[Exercise data]
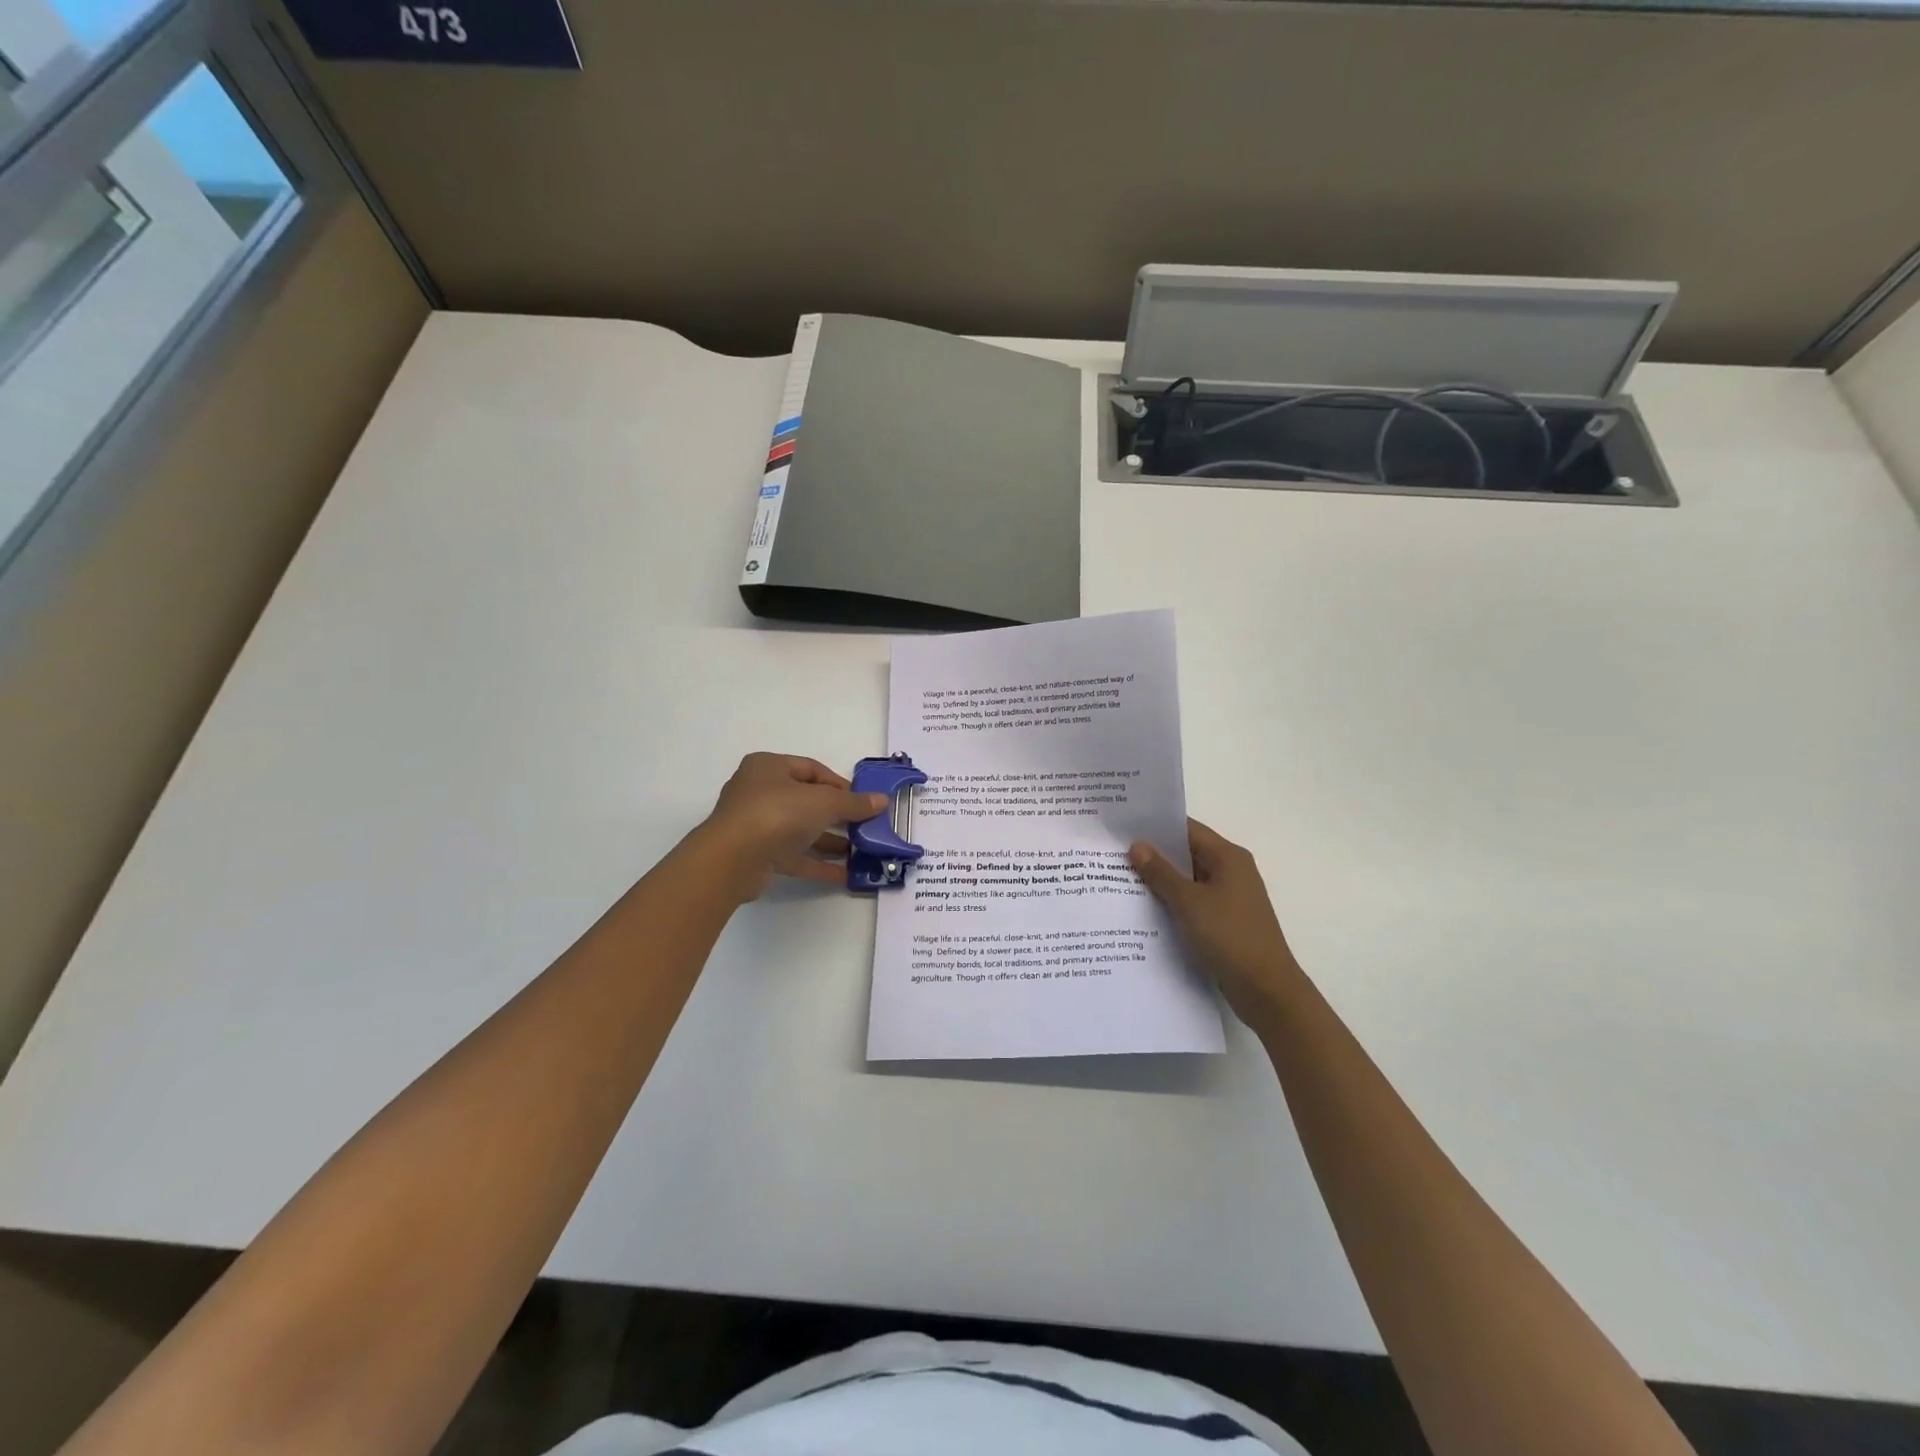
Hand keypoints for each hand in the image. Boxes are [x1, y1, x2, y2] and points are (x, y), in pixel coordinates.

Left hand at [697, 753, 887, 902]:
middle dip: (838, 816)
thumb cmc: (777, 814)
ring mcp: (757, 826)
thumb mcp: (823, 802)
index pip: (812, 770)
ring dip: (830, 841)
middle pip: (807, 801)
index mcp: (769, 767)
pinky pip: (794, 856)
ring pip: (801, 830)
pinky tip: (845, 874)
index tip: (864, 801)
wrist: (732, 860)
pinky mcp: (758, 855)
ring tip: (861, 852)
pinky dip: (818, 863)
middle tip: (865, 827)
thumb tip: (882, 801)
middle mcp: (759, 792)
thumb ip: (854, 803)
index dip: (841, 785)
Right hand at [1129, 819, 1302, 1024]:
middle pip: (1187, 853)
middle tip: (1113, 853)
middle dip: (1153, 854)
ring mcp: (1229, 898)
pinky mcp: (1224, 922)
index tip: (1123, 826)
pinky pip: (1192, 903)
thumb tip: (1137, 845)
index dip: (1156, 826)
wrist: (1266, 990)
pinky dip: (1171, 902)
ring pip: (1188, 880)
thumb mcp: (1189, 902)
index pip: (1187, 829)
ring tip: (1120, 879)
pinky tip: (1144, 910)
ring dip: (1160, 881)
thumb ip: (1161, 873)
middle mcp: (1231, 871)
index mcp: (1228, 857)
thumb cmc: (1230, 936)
==
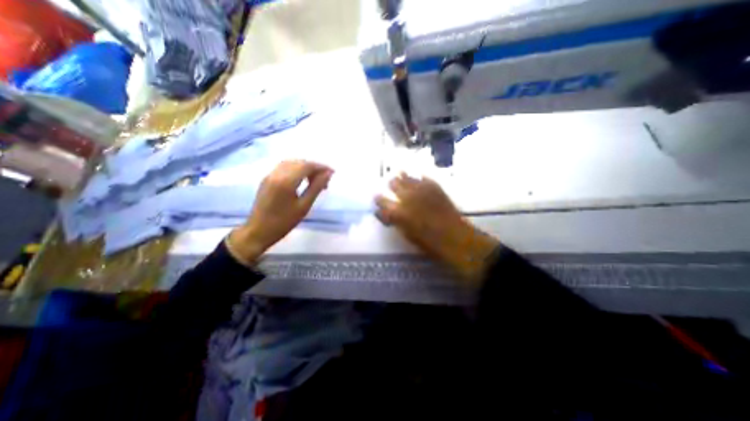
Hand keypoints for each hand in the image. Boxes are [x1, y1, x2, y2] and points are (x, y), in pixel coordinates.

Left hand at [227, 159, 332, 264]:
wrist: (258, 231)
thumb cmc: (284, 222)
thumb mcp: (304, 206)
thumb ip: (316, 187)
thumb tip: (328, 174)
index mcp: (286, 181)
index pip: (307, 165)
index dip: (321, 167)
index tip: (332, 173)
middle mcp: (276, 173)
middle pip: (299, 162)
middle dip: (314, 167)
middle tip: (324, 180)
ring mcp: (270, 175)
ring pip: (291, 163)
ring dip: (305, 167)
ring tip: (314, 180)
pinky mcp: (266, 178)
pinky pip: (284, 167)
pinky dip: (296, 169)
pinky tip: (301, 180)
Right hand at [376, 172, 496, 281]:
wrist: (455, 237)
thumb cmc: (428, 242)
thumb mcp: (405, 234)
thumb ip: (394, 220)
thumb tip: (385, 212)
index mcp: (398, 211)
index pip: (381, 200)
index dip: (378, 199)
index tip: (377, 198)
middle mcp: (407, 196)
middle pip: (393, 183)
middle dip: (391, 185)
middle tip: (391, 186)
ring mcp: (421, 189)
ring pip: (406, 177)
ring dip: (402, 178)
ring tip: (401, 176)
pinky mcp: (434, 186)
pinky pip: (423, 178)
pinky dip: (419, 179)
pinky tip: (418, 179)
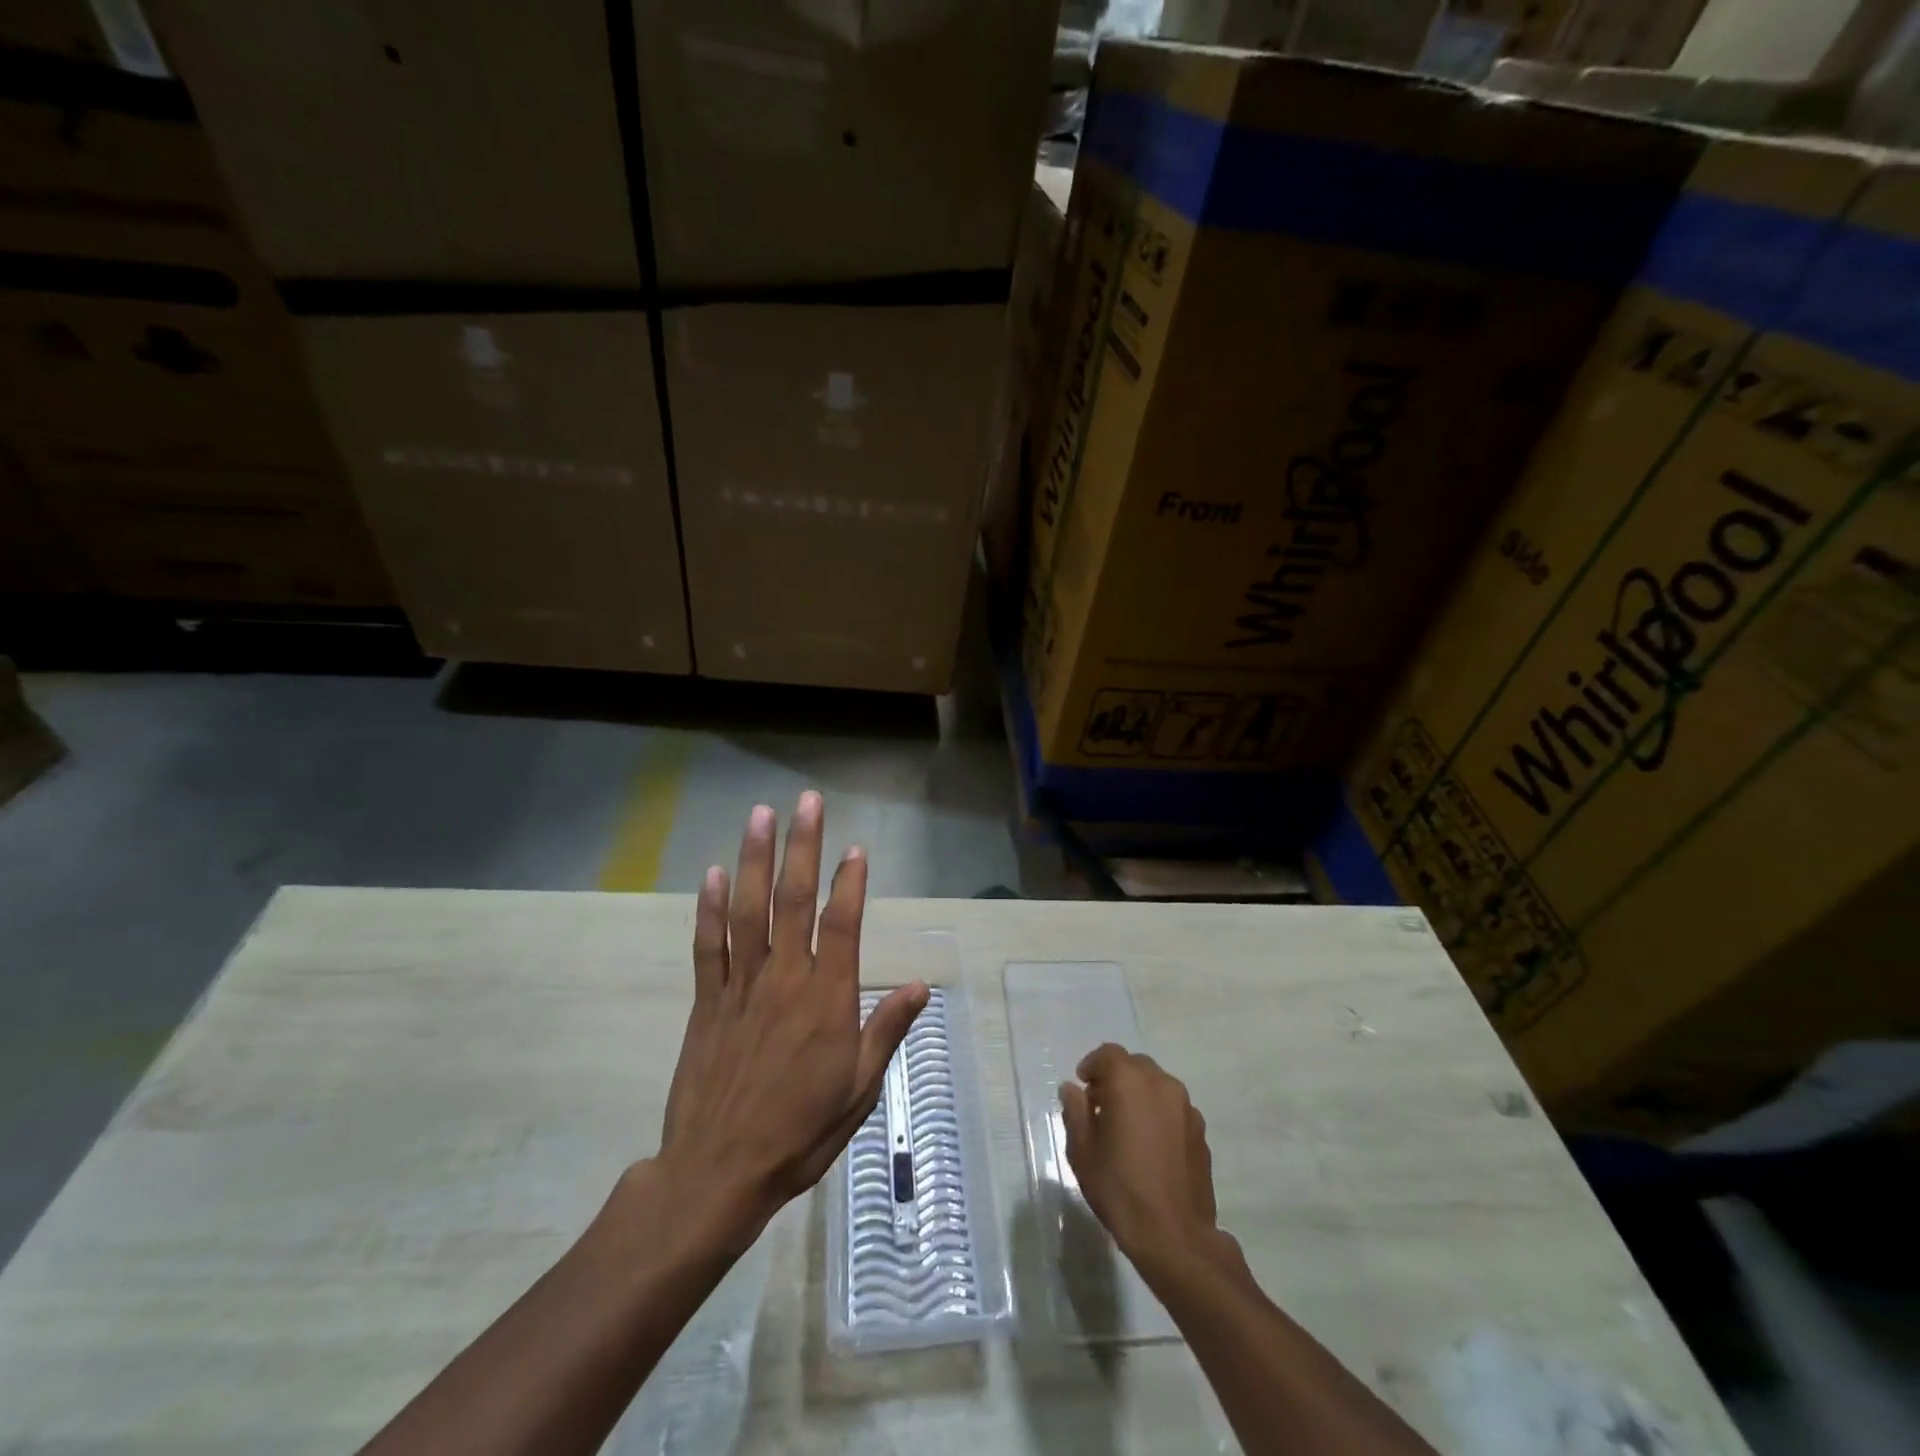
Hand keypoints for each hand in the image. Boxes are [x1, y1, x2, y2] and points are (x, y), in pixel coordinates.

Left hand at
...
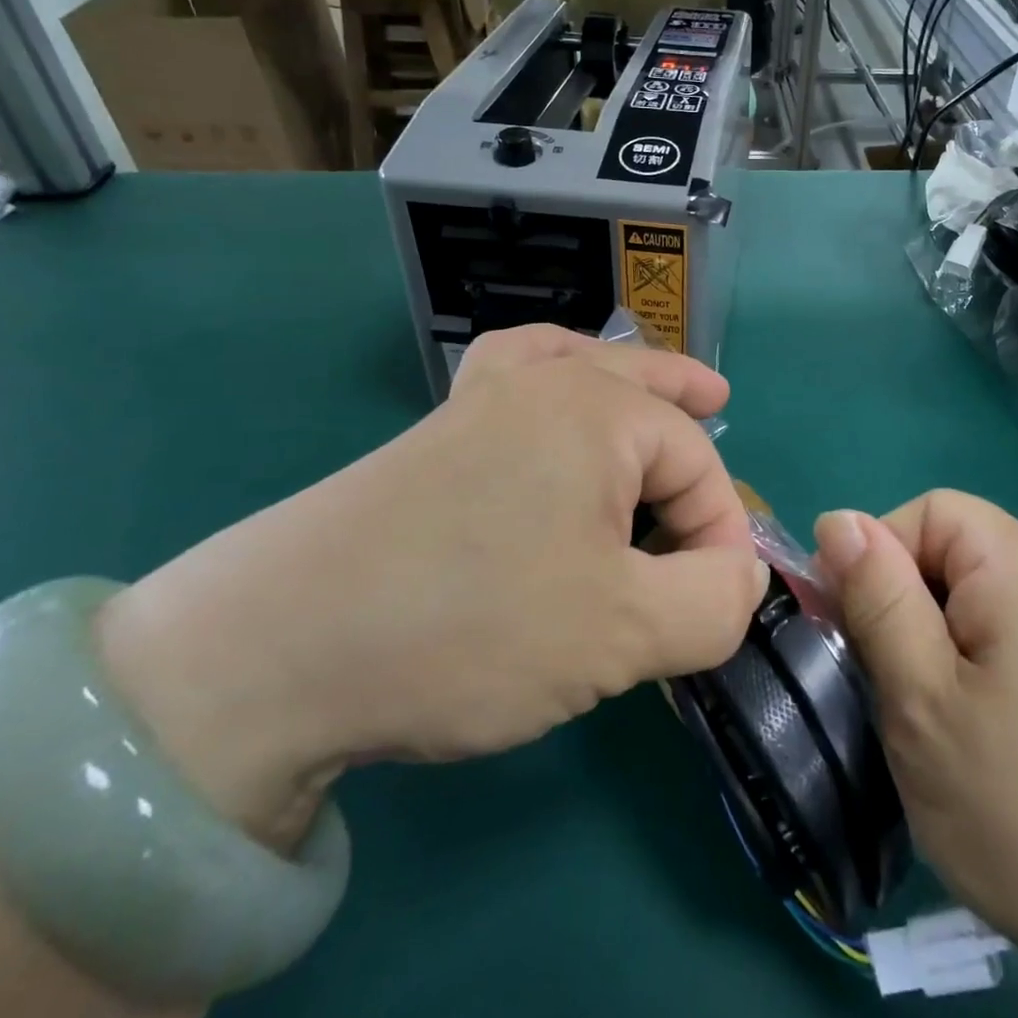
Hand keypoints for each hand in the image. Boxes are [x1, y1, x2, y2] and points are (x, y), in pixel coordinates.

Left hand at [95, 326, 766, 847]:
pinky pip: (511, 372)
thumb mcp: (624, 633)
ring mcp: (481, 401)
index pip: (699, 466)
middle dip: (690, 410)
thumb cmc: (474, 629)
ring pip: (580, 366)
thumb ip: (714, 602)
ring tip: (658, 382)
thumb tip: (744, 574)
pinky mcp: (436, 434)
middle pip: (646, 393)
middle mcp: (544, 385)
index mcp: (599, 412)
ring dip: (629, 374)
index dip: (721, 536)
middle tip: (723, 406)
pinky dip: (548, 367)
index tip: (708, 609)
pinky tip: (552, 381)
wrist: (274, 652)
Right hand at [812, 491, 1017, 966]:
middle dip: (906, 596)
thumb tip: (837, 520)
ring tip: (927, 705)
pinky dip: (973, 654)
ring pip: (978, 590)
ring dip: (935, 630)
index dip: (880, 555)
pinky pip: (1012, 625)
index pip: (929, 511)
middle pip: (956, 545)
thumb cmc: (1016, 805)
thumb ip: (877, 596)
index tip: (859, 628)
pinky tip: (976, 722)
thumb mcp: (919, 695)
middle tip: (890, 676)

[Problem to work on]
What you return should be exactly the lines above, starting at the one with "ring dip: (830, 841)" and ending at the one with "pinky dip: (1171, 902)", and nothing else.

[Task response]
ring dip: (830, 841)
middle pip: (807, 801)
index mcp: (769, 767)
pinky pip: (794, 856)
ring pip: (801, 830)
pinky tip: (845, 874)
index tip: (864, 801)
wrist: (732, 860)
pinky mcp: (758, 855)
ring tip: (861, 852)
pinky dip: (818, 863)
middle tip: (865, 827)
thumb tip: (882, 801)
middle mcp: (759, 792)
thumb ip: (854, 803)
index dip: (841, 785)
Right hand at [1129, 819, 1302, 1024]:
middle pip: (1187, 853)
middle tip: (1113, 853)
middle dip: (1153, 854)
ring mcp: (1229, 898)
pinky mcp: (1224, 922)
index tip: (1123, 826)
pinky pip: (1192, 903)
thumb tip: (1137, 845)
index dip: (1156, 826)
wrist: (1266, 990)
pinky dip: (1171, 902)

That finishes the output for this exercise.